TASK DESCRIPTION = Find the word "road" below. Copy each line that has it.

Source data:
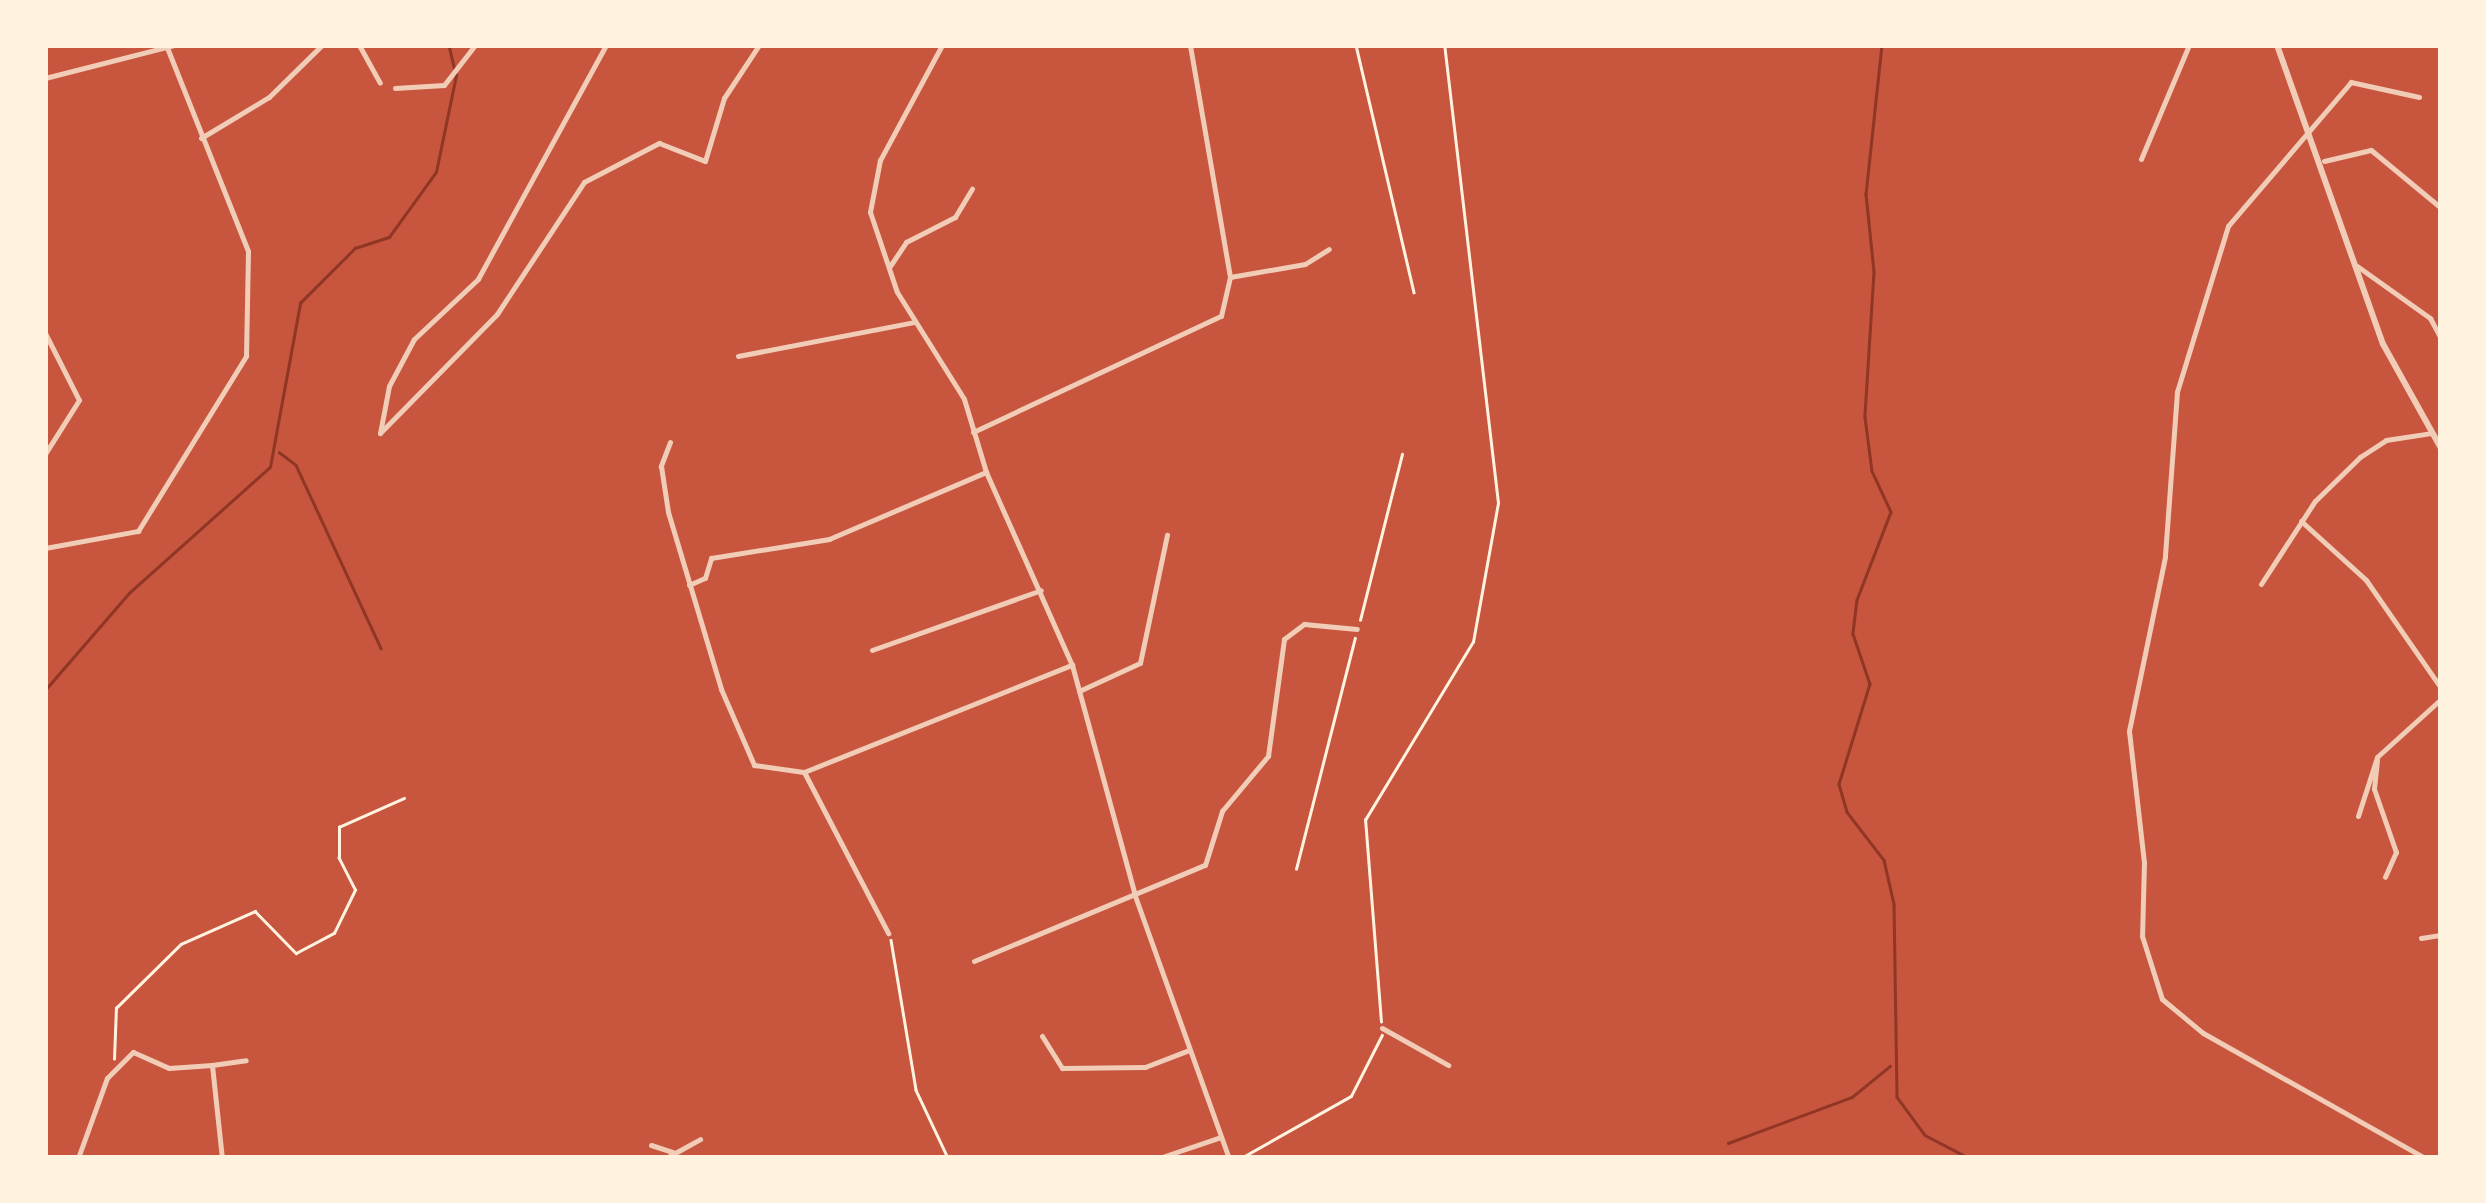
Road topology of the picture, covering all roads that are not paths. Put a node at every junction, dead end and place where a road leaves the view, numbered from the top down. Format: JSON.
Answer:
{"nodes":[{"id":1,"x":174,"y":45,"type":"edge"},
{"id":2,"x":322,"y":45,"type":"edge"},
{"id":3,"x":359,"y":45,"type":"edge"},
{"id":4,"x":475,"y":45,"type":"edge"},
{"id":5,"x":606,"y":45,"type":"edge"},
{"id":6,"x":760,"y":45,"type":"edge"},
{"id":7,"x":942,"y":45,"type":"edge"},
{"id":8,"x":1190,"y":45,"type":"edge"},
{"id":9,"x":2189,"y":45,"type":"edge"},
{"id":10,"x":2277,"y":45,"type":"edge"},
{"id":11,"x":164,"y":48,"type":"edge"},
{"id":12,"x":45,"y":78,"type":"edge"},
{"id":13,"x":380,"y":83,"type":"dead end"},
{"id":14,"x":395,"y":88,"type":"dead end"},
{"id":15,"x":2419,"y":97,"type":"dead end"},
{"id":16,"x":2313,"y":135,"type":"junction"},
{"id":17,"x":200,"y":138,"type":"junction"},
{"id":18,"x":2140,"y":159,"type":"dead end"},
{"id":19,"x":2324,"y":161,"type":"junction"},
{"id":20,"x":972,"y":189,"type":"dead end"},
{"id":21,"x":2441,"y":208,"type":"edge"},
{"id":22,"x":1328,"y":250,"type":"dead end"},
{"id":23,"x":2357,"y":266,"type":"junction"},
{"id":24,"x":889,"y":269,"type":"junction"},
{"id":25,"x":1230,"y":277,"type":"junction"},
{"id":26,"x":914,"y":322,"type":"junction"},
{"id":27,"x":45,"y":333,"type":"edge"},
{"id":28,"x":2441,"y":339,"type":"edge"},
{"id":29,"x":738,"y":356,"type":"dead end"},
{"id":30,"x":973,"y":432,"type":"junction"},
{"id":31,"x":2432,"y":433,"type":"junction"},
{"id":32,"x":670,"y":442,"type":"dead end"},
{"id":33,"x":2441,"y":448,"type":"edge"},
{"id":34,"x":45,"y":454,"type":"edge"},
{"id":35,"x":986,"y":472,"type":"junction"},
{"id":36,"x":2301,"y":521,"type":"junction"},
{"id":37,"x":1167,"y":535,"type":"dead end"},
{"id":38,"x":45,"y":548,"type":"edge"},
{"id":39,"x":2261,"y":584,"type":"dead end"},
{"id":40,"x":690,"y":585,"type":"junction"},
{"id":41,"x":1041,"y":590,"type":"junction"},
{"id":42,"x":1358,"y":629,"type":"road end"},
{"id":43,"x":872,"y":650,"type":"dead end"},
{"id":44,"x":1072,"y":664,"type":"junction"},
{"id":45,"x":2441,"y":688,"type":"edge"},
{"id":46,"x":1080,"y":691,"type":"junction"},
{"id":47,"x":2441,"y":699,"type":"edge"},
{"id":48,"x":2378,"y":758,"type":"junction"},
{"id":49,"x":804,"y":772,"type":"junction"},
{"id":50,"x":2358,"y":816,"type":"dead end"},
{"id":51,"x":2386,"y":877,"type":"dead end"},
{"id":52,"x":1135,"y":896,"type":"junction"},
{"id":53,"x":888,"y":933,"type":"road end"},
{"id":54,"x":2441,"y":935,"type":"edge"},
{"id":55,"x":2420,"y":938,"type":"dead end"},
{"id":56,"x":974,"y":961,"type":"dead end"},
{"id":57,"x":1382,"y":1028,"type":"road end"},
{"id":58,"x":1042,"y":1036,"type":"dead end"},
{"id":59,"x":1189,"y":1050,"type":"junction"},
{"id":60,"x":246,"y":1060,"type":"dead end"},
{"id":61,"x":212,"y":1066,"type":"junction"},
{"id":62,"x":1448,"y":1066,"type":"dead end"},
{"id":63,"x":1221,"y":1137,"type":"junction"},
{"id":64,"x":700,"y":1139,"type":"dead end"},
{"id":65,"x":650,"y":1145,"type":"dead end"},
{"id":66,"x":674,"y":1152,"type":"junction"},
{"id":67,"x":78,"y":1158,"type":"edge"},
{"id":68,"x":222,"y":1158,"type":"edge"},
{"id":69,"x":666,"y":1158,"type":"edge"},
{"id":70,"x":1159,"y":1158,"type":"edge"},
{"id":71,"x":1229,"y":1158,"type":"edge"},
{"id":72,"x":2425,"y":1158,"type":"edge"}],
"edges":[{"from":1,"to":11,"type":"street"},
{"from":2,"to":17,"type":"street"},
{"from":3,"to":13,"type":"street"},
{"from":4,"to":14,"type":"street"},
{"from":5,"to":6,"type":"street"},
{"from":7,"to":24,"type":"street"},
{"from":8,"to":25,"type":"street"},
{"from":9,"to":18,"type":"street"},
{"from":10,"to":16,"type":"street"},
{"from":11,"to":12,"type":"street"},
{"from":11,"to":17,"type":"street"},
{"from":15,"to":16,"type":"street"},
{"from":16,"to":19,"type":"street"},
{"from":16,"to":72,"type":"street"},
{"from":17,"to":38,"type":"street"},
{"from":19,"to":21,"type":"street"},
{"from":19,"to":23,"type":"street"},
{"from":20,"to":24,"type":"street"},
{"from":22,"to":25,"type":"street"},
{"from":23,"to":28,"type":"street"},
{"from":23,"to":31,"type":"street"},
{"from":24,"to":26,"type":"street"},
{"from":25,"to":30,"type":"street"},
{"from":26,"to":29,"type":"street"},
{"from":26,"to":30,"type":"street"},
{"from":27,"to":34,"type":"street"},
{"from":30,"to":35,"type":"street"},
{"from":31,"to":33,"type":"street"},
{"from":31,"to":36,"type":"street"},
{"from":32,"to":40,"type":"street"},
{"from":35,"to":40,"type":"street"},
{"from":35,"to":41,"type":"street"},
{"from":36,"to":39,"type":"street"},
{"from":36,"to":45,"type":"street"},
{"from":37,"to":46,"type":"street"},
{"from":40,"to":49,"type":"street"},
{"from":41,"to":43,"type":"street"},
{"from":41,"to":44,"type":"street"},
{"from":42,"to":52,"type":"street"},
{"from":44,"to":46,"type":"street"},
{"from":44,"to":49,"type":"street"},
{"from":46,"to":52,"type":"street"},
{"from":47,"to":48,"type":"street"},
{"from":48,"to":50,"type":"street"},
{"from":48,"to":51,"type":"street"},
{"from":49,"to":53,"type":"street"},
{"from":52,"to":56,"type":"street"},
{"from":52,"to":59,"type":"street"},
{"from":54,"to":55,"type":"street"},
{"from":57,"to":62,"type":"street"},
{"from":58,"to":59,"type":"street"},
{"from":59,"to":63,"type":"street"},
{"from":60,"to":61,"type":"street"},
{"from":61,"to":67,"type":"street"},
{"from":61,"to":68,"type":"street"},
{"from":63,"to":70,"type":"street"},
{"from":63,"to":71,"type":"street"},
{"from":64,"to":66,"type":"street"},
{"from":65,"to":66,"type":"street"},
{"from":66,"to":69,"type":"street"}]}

EXERCISE ANSWER =
Road topology of the picture, covering all roads that are not paths. Put a node at every junction, dead end and place where a road leaves the view, numbered from the top down. Format: JSON.
{"id":42,"x":1358,"y":629,"type":"road end"},
{"id":53,"x":888,"y":933,"type":"road end"},
{"id":57,"x":1382,"y":1028,"type":"road end"},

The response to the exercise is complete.